_Extracted entries:_
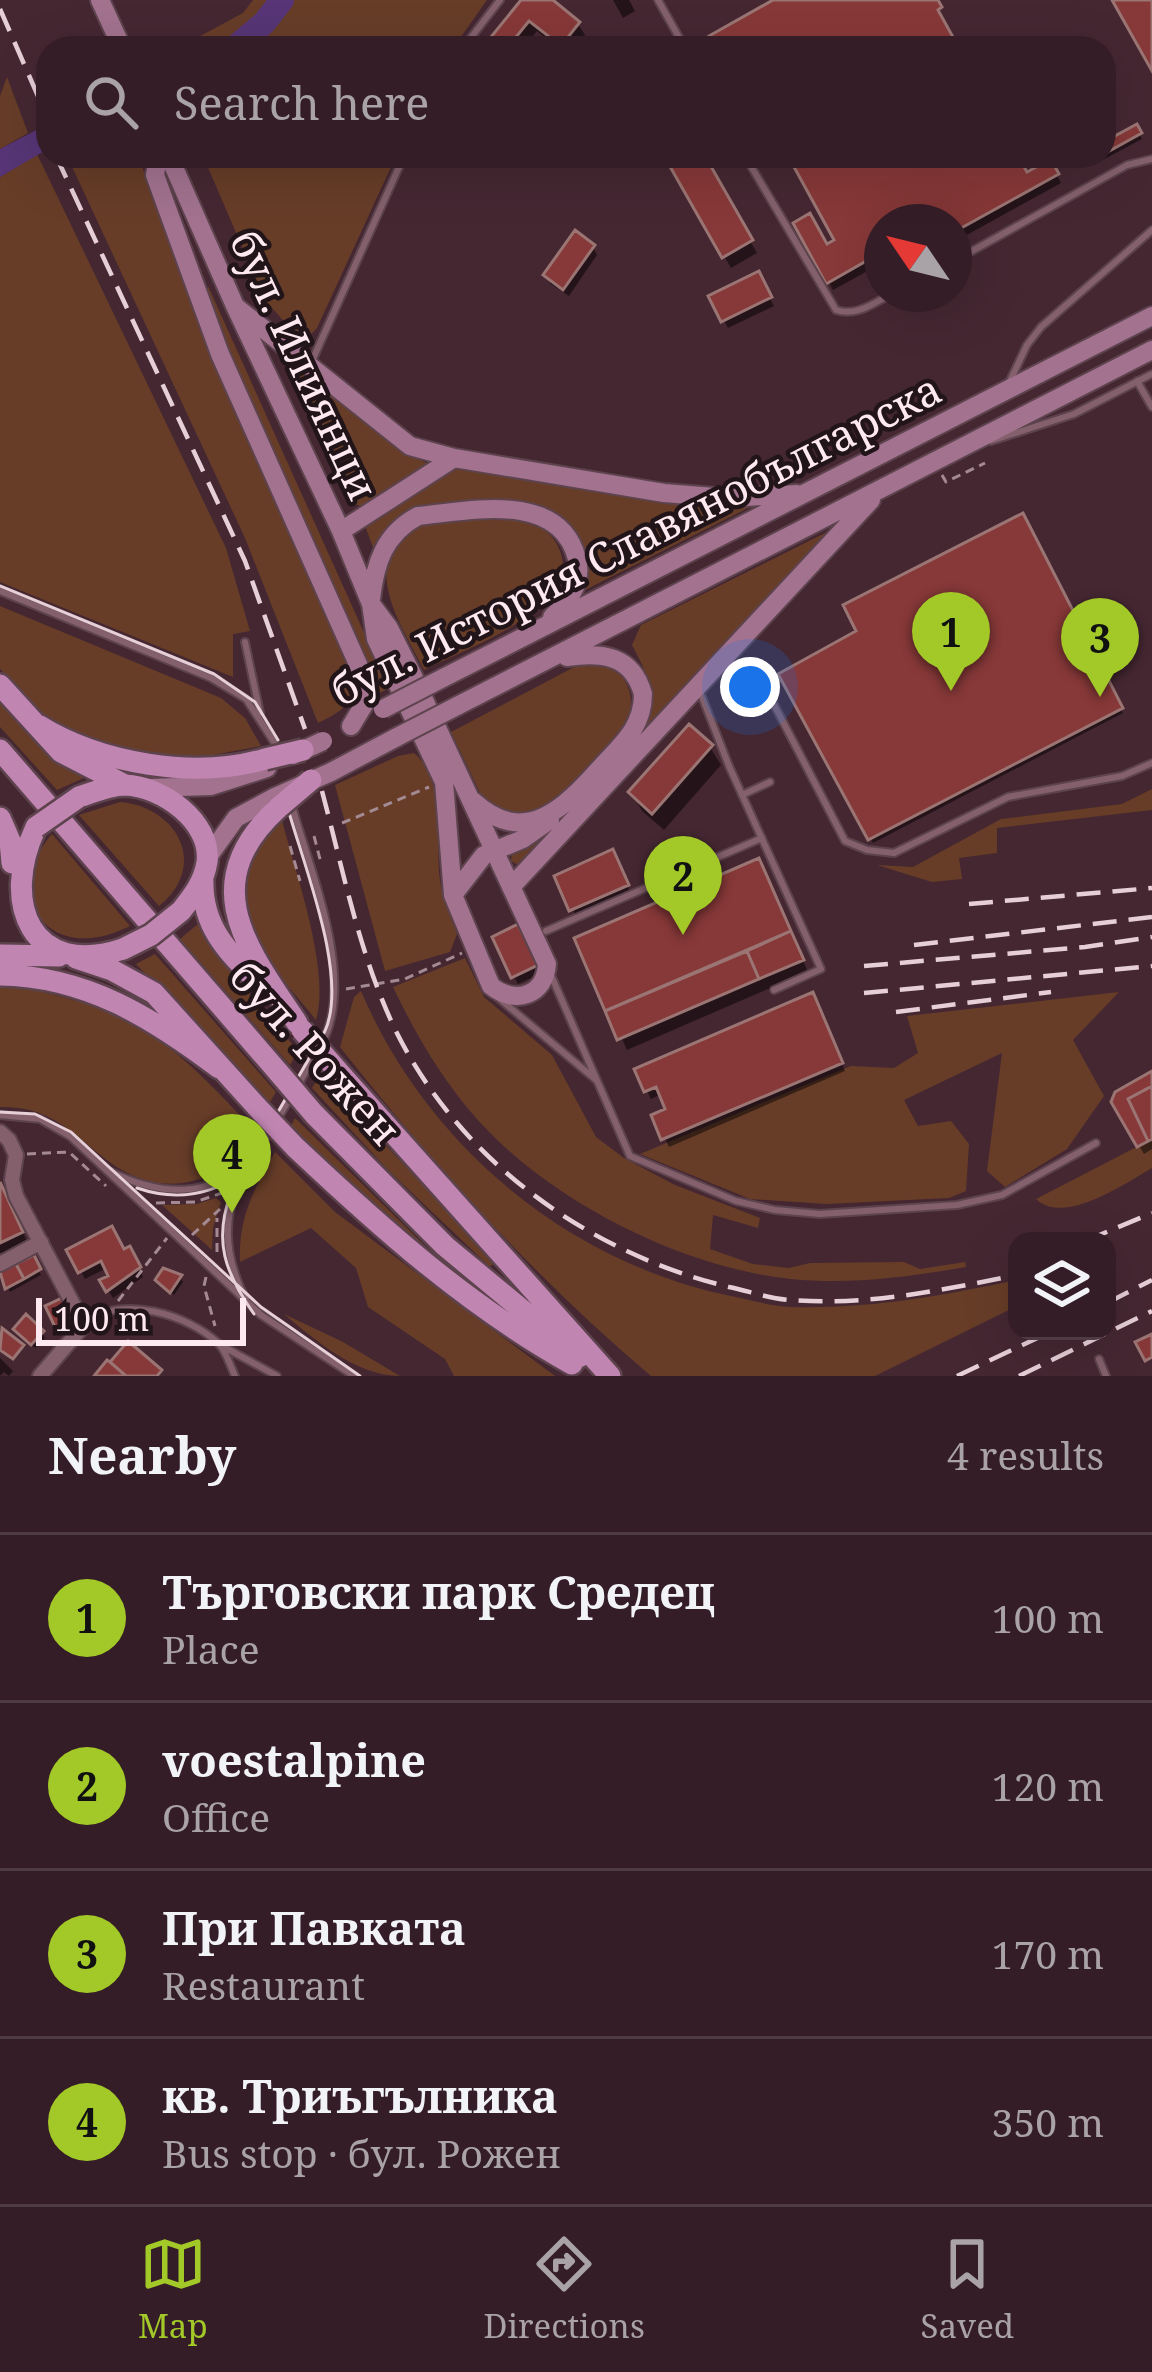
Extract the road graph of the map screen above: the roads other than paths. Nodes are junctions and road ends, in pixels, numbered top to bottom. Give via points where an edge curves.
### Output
1 (121, 0) edge
2 (500, 0) edge
3 (658, 0) edge
4 (104, 8) edge
5 (117, 36) edge
6 (472, 36) edge
7 (678, 36) edge
8 (1152, 159) edge
9 (156, 168) edge
10 (174, 168) edge
11 (399, 168) edge
12 (752, 168) edge
13 (1152, 230) edge
14 (972, 251) edge
15 (235, 306) junction
16 (864, 308) edge
17 (1152, 316) edge
18 (1152, 350) edge
19 (310, 364) junction
20 (1152, 374) edge
21 (1137, 381) junction
22 (1006, 392) junction
23 (1152, 407) edge
24 (964, 449) junction
25 (454, 458) junction
26 (880, 491) junction
27 (808, 494) junction
28 (341, 531) junction
29 (0, 591) edge
30 (371, 604) junction
31 (540, 628) junction
32 (245, 642) dead end
33 (545, 661) junction
34 (754, 666) dead end
35 (0, 685) edge
36 (698, 686) junction
37 (260, 716) junction
38 (38, 725) junction
39 (351, 726) junction
40 (313, 746) joint
41 (0, 750) edge
42 (268, 757) junction
43 (1152, 763) edge
44 (321, 776) joint
45 (770, 782) dead end
46 (133, 787) junction
47 (742, 795) junction
48 (468, 796) junction
49 (571, 800) junction
50 (282, 803) junction
51 (0, 818) edge
52 (762, 838) junction
53 (494, 851) junction
54 (208, 857) junction
55 (13, 863) junction
56 (202, 880) junction
57 (511, 887) junction
58 (4, 893) edge
59 (453, 896) junction
60 (546, 931) dead end
61 (0, 955) edge
62 (70, 957) junction
63 (547, 964) junction
64 (0, 975) edge
65 (491, 986) junction
66 (774, 990) dead end
67 (299, 1027) junction
68 (219, 1068) junction
69 (598, 1082) junction
70 (0, 1115) edge
71 (0, 1132) edge
72 (1096, 1143) dead end
73 (262, 1146) junction
74 (8, 1156) edge
75 (105, 1169) junction
76 (41, 1242) junction
77 (0, 1264) edge
78 (247, 1302) junction
79 (84, 1324) junction
80 (221, 1345) junction
81 (1099, 1359) dead end
82 (40, 1376) edge
83 (235, 1376) edge
84 (277, 1376) edge
85 (354, 1376) edge
86 (592, 1376) edge
87 (606, 1376) edge
88 (1106, 1376) edge

1 - 4 lane
2 - 6 lane
3 - 7 lane
4 - 5 main road
8 - 14 lane via 1127,165
9 - 39 main road via 220,355 361,671 365,703
10 - 15 main road, бул. Илиянци
11 - 19 lane
12 - 16 lane via 836,310
13 - 22 lane via 1041,327
15 - 19 main road
15 - 28 main road, бул. Илиянци
17 - 22 main road, бул. История Славянобългарска
18 - 24 main road, бул. История Славянобългарска
19 - 25 main road via 410,446
20 - 21 lane
21 - 23 lane
21 - 24 lane via 1074,414
22 - 27 main road, бул. История Славянобългарска
24 - 26 main road, бул. История Славянобългарска
25 - 27 main road via 664,493
25 - 28 main road
26 - 33 main road, бул. История Славянобългарска
26 - 36 main road
27 - 31 main road, бул. История Славянобългарска
28 - 30 main road, бул. Илиянци
29 - 37 lane via 211,678
30 - 31 main road via 381,552 406,522 508,509 556,524 577,559 572,596
30 - 48 main road, бул. Илиянци
30 - 59 main road, бул. Илиянци via 376,639 444,782
31 - 39 main road, бул. История Славянобългарска, bridge
32 - 37 lane
33 - 44 main road, бул. История Славянобългарска, bridge
33 - 49 main road via 611,656 632,671 643,694 631,735
34 - 43 lane via 844,841 866,850 894,854 1008,797
35 - 38 main road
36 - 47 lane
36 - 57 main road
37 - 42 lane
38 - 42 main road via 81,747 151,763 208,768
38 - 46 main road via 73,760
39 - 40 main road, бул. История Славянобългарска
40 - 42 main road, bridge
41 - 87 main road, бул. Рожен, bridge via 314,1114 445,1246
42 - 46 main road via 211,786
44 - 50 main road, bridge
45 - 47 lane
46 - 54 main road via 188,815
46 - 55 main road, bridge via 79,797 36,827
47 - 52 lane
48 - 49 main road via 492,815 523,822
48 - 53 main road, бул. Илиянци
49 - 53 main road via 536,831
50 - 54 main road via 236,818
50 - 67 main road via 241,855 234,904 243,940
50 - 73 lane via 336,968 337,998 332,1025
51 - 55 main road
52 - 60 lane
52 - 66 lane via 821,969
53 - 57 main road, бул. Илиянци
53 - 59 main road
54 - 56 main road
55 - 58 main road
56 - 62 main road, bridge via 151,935 100,956
56 - 67 main road, бул. Рожен via 218,939
57 - 63 main road, бул. Илиянци
58 - 62 main road via 25,932
59 - 65 main road, бул. Илиянци
61 - 62 main road
62 - 68 main road, бул. Рожен via 154,993
63 - 65 main road via 545,979 529,994 513,997
63 - 69 lane
64 - 68 main road via 59,982 123,1004
65 - 69 lane via 503,1005
67 - 87 main road, бул. Рожен, bridge
68 - 86 main road, бул. Рожен, bridge via 453,1287
69 - 72 lane via 630,1156 775,1210 957,1205 1002,1195
70 - 75 lane via 40,1119
71 - 74 street via 9,1139
73 - 75 lane via 240,1169 200,1189 160,1191
73 - 78 lane via 226,1214 228,1262
74 - 76 street via 13,1188
75 - 78 lane
76 - 77 street
76 - 79 street
78 - 85 lane
79 - 80 lane via 101,1311 137,1310 169,1315
79 - 82 street
80 - 83 lane
80 - 84 lane
81 - 88 lane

_Problem details:_
Give an exact copy of the entries, excluding all pictures.

_Answer box:_
Extract the road graph of the map screen above: the roads other than paths. Nodes are junctions and road ends, in pixels, numbered top to bottom. Give via points where an edge curves.
### Output
1 (121, 0) edge
2 (500, 0) edge
3 (658, 0) edge
4 (104, 8) edge
5 (117, 36) edge
6 (472, 36) edge
7 (678, 36) edge
8 (1152, 159) edge
9 (156, 168) edge
10 (174, 168) edge
11 (399, 168) edge
12 (752, 168) edge
13 (1152, 230) edge
14 (972, 251) edge
15 (235, 306) junction
16 (864, 308) edge
17 (1152, 316) edge
18 (1152, 350) edge
19 (310, 364) junction
20 (1152, 374) edge
21 (1137, 381) junction
22 (1006, 392) junction
23 (1152, 407) edge
24 (964, 449) junction
25 (454, 458) junction
26 (880, 491) junction
27 (808, 494) junction
28 (341, 531) junction
29 (0, 591) edge
30 (371, 604) junction
31 (540, 628) junction
32 (245, 642) dead end
33 (545, 661) junction
34 (754, 666) dead end
35 (0, 685) edge
36 (698, 686) junction
37 (260, 716) junction
38 (38, 725) junction
39 (351, 726) junction
40 (313, 746) joint
41 (0, 750) edge
42 (268, 757) junction
43 (1152, 763) edge
44 (321, 776) joint
45 (770, 782) dead end
46 (133, 787) junction
47 (742, 795) junction
48 (468, 796) junction
49 (571, 800) junction
50 (282, 803) junction
51 (0, 818) edge
52 (762, 838) junction
53 (494, 851) junction
54 (208, 857) junction
55 (13, 863) junction
56 (202, 880) junction
57 (511, 887) junction
58 (4, 893) edge
59 (453, 896) junction
60 (546, 931) dead end
61 (0, 955) edge
62 (70, 957) junction
63 (547, 964) junction
64 (0, 975) edge
65 (491, 986) junction
66 (774, 990) dead end
67 (299, 1027) junction
68 (219, 1068) junction
69 (598, 1082) junction
70 (0, 1115) edge
71 (0, 1132) edge
72 (1096, 1143) dead end
73 (262, 1146) junction
74 (8, 1156) edge
75 (105, 1169) junction
76 (41, 1242) junction
77 (0, 1264) edge
78 (247, 1302) junction
79 (84, 1324) junction
80 (221, 1345) junction
81 (1099, 1359) dead end
82 (40, 1376) edge
83 (235, 1376) edge
84 (277, 1376) edge
85 (354, 1376) edge
86 (592, 1376) edge
87 (606, 1376) edge
88 (1106, 1376) edge

1 - 4 lane
2 - 6 lane
3 - 7 lane
4 - 5 main road
8 - 14 lane via 1127,165
9 - 39 main road via 220,355 361,671 365,703
10 - 15 main road, бул. Илиянци
11 - 19 lane
12 - 16 lane via 836,310
13 - 22 lane via 1041,327
15 - 19 main road
15 - 28 main road, бул. Илиянци
17 - 22 main road, бул. История Славянобългарска
18 - 24 main road, бул. История Славянобългарска
19 - 25 main road via 410,446
20 - 21 lane
21 - 23 lane
21 - 24 lane via 1074,414
22 - 27 main road, бул. История Славянобългарска
24 - 26 main road, бул. История Славянобългарска
25 - 27 main road via 664,493
25 - 28 main road
26 - 33 main road, бул. История Славянобългарска
26 - 36 main road
27 - 31 main road, бул. История Славянобългарска
28 - 30 main road, бул. Илиянци
29 - 37 lane via 211,678
30 - 31 main road via 381,552 406,522 508,509 556,524 577,559 572,596
30 - 48 main road, бул. Илиянци
30 - 59 main road, бул. Илиянци via 376,639 444,782
31 - 39 main road, бул. История Славянобългарска, bridge
32 - 37 lane
33 - 44 main road, бул. История Славянобългарска, bridge
33 - 49 main road via 611,656 632,671 643,694 631,735
34 - 43 lane via 844,841 866,850 894,854 1008,797
35 - 38 main road
36 - 47 lane
36 - 57 main road
37 - 42 lane
38 - 42 main road via 81,747 151,763 208,768
38 - 46 main road via 73,760
39 - 40 main road, бул. История Славянобългарска
40 - 42 main road, bridge
41 - 87 main road, бул. Рожен, bridge via 314,1114 445,1246
42 - 46 main road via 211,786
44 - 50 main road, bridge
45 - 47 lane
46 - 54 main road via 188,815
46 - 55 main road, bridge via 79,797 36,827
47 - 52 lane
48 - 49 main road via 492,815 523,822
48 - 53 main road, бул. Илиянци
49 - 53 main road via 536,831
50 - 54 main road via 236,818
50 - 67 main road via 241,855 234,904 243,940
50 - 73 lane via 336,968 337,998 332,1025
51 - 55 main road
52 - 60 lane
52 - 66 lane via 821,969
53 - 57 main road, бул. Илиянци
53 - 59 main road
54 - 56 main road
55 - 58 main road
56 - 62 main road, bridge via 151,935 100,956
56 - 67 main road, бул. Рожен via 218,939
57 - 63 main road, бул. Илиянци
58 - 62 main road via 25,932
59 - 65 main road, бул. Илиянци
61 - 62 main road
62 - 68 main road, бул. Рожен via 154,993
63 - 65 main road via 545,979 529,994 513,997
63 - 69 lane
64 - 68 main road via 59,982 123,1004
65 - 69 lane via 503,1005
67 - 87 main road, бул. Рожен, bridge
68 - 86 main road, бул. Рожен, bridge via 453,1287
69 - 72 lane via 630,1156 775,1210 957,1205 1002,1195
70 - 75 lane via 40,1119
71 - 74 street via 9,1139
73 - 75 lane via 240,1169 200,1189 160,1191
73 - 78 lane via 226,1214 228,1262
74 - 76 street via 13,1188
75 - 78 lane
76 - 77 street
76 - 79 street
78 - 85 lane
79 - 80 lane via 101,1311 137,1310 169,1315
79 - 82 street
80 - 83 lane
80 - 84 lane
81 - 88 lane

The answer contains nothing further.